Hiring refugees and protected persons in Canada is more practical than most HR teams realize. The compliance framework is familiar, several government programs reduce your costs, and the candidates themselves are often among the most motivated hires you will make. If your team has avoided this talent pool because the process seemed complicated, this guide will walk you through exactly what to do.
Quick takeaways
- Most refugees and protected persons hold open work permits that let them work for any Canadian employer without LMIA sponsorship.

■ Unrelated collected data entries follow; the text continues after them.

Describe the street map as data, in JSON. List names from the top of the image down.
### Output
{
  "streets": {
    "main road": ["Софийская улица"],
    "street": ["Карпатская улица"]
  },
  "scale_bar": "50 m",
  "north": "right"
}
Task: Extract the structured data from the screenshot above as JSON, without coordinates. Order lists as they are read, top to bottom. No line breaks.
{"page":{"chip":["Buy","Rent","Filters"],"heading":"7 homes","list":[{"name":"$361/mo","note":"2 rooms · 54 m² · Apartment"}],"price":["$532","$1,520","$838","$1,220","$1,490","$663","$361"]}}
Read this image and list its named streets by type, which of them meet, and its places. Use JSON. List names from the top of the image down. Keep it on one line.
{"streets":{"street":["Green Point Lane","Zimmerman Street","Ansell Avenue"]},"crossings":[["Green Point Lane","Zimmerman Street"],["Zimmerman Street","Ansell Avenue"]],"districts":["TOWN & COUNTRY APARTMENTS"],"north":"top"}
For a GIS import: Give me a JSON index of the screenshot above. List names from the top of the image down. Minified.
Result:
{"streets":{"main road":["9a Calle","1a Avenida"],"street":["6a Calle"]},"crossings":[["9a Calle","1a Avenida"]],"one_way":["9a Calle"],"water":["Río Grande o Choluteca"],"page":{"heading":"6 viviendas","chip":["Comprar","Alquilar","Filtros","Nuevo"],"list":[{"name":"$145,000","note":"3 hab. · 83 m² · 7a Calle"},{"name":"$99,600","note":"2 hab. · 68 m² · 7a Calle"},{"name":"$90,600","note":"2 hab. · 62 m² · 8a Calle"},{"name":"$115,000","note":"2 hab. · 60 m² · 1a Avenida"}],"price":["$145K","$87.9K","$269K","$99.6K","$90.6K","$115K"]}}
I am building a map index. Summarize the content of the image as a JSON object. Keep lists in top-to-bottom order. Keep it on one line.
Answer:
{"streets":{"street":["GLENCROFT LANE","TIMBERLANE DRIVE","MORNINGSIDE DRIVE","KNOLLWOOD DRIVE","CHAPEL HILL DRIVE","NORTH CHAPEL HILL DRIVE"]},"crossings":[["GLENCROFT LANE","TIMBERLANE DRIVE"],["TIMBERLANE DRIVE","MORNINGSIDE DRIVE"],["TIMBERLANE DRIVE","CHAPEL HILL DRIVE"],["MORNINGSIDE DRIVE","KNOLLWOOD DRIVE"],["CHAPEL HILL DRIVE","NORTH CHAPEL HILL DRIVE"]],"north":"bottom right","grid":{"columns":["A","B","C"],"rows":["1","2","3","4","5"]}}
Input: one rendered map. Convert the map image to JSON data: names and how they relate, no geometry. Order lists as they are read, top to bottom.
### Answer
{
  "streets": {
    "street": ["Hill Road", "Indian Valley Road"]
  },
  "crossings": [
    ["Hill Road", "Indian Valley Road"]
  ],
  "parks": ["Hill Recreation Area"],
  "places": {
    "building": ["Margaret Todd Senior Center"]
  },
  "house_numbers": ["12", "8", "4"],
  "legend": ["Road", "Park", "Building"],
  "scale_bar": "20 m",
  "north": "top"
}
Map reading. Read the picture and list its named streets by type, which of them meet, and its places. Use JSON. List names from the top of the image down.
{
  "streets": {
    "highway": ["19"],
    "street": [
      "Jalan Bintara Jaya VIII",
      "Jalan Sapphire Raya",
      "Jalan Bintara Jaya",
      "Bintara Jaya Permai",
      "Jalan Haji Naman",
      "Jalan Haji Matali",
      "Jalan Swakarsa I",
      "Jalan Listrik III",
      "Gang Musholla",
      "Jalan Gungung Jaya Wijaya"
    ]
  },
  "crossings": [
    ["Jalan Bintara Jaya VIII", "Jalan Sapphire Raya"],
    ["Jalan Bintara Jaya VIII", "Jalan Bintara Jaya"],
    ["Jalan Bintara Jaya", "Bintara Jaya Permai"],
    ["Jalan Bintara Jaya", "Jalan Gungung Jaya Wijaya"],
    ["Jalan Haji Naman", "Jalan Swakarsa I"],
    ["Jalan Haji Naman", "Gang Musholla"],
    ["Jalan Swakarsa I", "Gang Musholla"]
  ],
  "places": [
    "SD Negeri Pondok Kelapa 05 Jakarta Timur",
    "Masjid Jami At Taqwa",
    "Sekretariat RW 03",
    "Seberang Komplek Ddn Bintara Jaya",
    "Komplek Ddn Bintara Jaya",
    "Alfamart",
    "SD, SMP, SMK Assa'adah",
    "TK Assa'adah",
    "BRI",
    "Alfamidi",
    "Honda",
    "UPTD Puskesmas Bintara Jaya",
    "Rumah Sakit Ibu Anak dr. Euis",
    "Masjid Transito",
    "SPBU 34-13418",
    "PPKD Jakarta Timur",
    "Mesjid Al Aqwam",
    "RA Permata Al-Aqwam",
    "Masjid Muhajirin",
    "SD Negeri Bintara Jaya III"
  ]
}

- Asylum claimants can receive work permits while their claims are being processed and can be hired on the same basis.
- Federal and provincial wage subsidy programs are available when you hire from equity-deserving groups, including refugees.
- Posting on RefugeeEmployment.ca connects your company directly with work-authorized candidates in this niche.
- Verification is simple: review the valid work permit or permanent resident document before the first day of work.
Understanding Work Authorization for Refugees in Canada
Before your team posts a role, it helps to know which refugee categories you may encounter and what each work authorization status means in practice.
Convention Refugees and Protected Persons
When the Immigration and Refugee Board of Canada (IRB) accepts a refugee claim, the individual becomes a protected person. Protected persons can apply for a work permit immediately and are eligible for permanent residence. Many have a valid permit within weeks of the IRB decision. From a practical standpoint, hiring a protected person is nearly identical to hiring any other legal worker in Canada. They can work for any employer, in any province, without employer-specific sponsorship.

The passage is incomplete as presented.